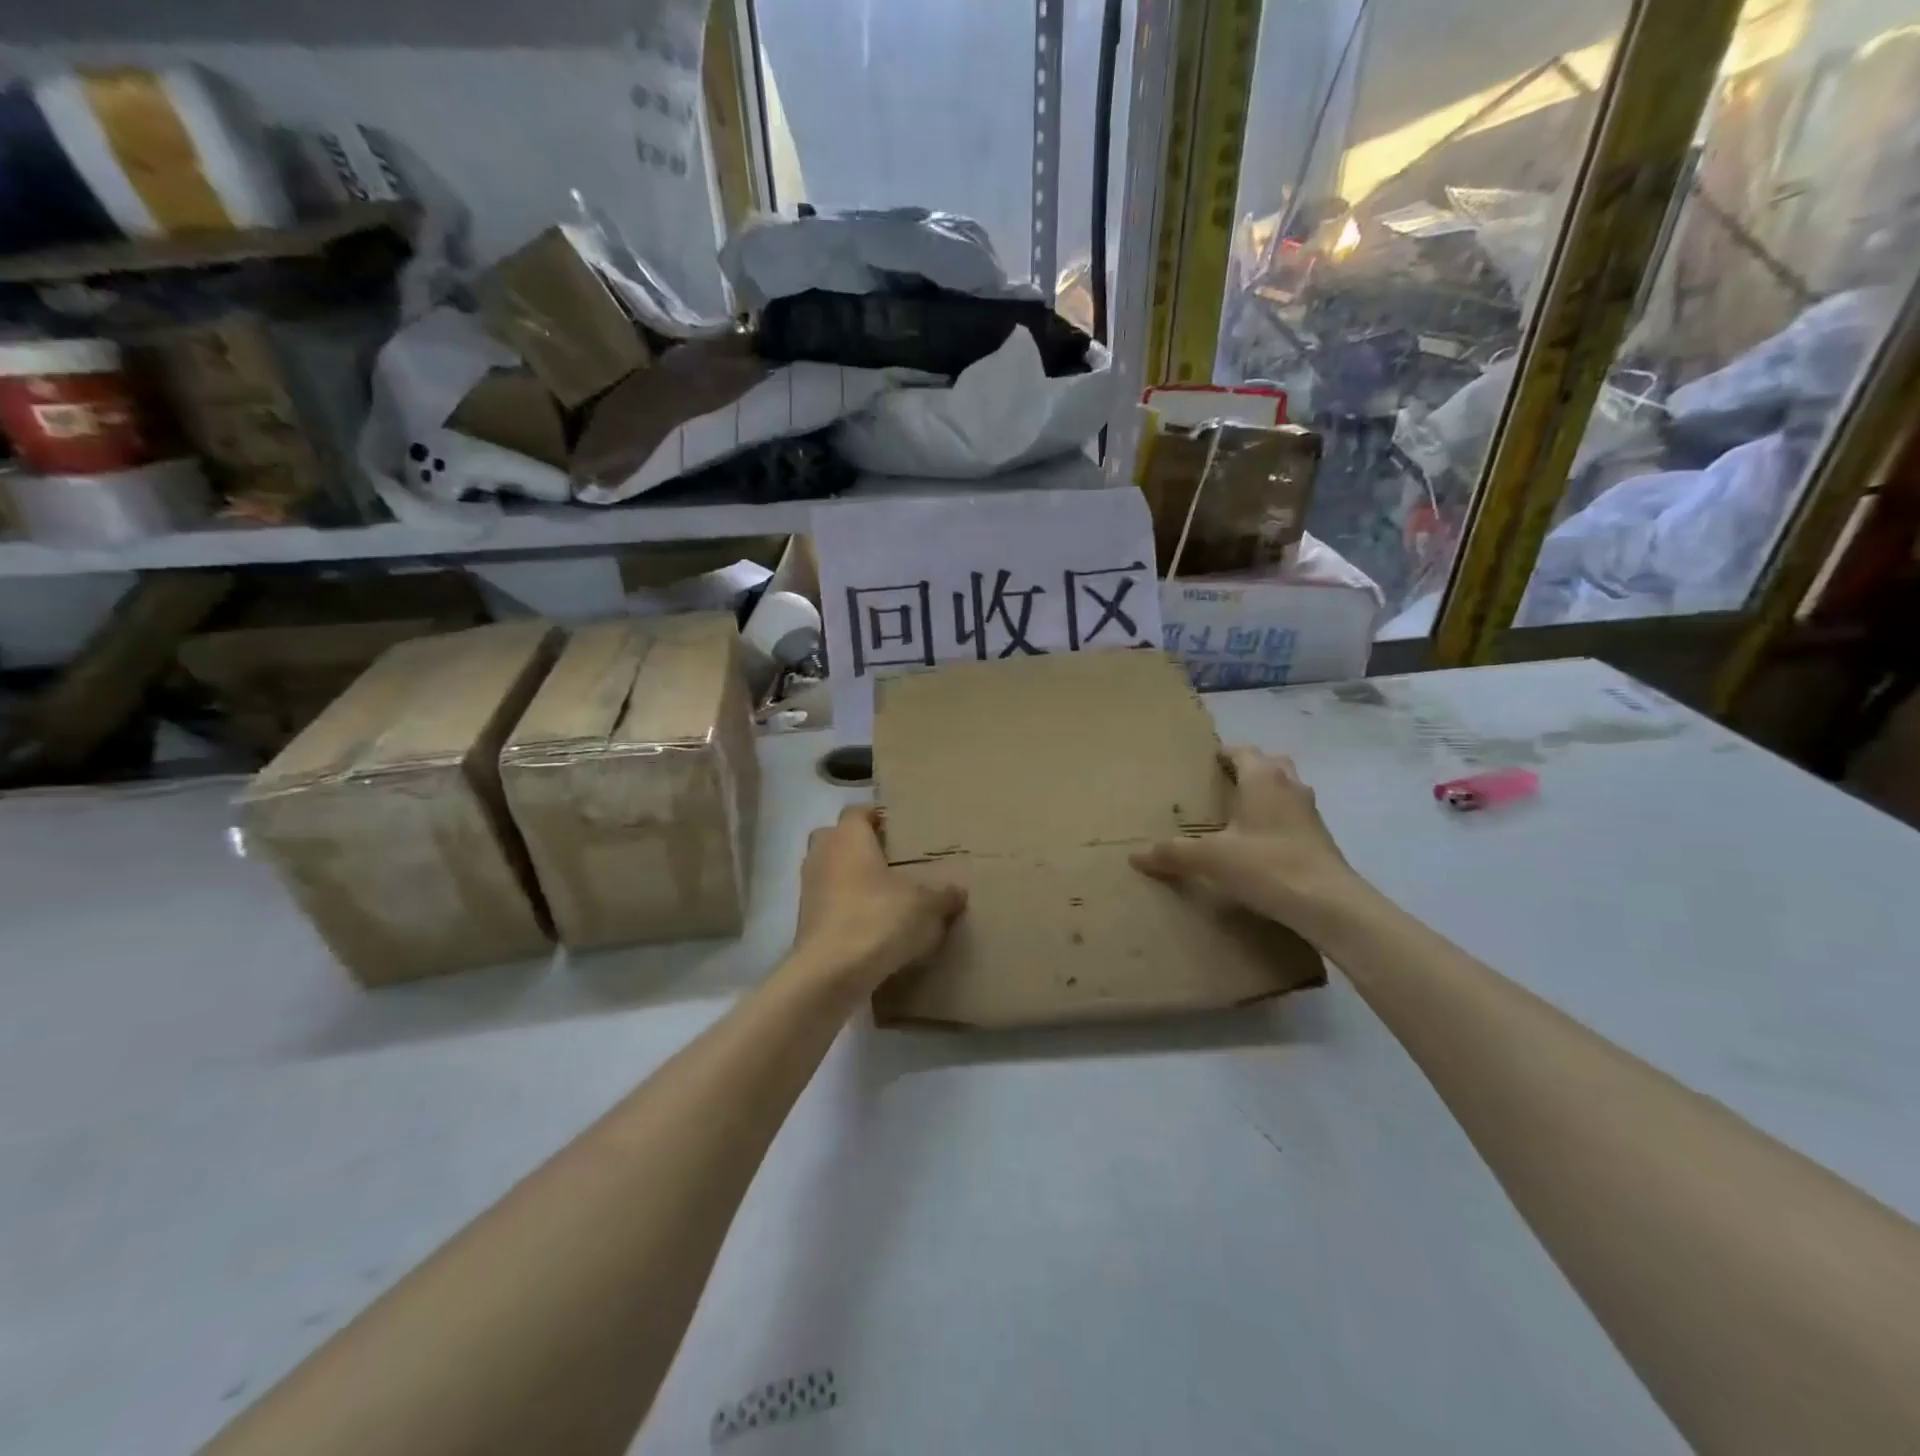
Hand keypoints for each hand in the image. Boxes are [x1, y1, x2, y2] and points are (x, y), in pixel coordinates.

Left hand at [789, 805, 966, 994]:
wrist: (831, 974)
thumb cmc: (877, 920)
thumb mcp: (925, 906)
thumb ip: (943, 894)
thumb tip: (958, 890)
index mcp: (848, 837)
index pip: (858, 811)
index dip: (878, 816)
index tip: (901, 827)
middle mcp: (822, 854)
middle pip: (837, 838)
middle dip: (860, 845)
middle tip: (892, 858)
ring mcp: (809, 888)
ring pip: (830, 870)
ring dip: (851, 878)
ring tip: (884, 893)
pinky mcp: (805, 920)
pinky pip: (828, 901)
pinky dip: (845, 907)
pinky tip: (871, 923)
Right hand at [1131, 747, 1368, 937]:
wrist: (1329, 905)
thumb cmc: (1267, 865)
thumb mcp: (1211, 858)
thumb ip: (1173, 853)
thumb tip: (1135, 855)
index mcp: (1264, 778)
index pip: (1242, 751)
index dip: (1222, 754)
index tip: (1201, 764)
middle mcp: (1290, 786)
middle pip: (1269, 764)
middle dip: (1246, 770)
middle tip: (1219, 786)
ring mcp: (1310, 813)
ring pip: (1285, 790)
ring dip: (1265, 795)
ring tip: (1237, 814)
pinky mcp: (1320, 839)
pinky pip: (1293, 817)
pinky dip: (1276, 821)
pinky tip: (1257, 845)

##############################

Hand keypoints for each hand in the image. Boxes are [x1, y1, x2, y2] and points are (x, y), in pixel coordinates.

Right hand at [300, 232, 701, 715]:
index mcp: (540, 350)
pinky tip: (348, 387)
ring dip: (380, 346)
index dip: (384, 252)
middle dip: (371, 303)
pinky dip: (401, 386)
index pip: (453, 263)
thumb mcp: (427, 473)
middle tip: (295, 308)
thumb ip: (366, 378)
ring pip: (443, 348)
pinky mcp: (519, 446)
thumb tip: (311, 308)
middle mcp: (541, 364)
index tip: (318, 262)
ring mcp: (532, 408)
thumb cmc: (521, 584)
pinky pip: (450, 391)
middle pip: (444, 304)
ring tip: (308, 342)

##############################

_WHAT YOU WILL DO_.
Please find, in the entries above, every line where "pinky" occurs, and copy it.

_COMPLETED TASK_.
pinky mcp: (805, 920)
pinky pip: (828, 901)
pinky dip: (845, 907)
pinky tip: (871, 923)
pinky mcp: (1320, 839)
pinky pip: (1293, 817)
pinky dip: (1276, 821)
pinky tip: (1257, 845)
pinky tip: (348, 387)
pinky dip: (401, 386)
pinky mcp: (519, 446)
pinky pip: (450, 391)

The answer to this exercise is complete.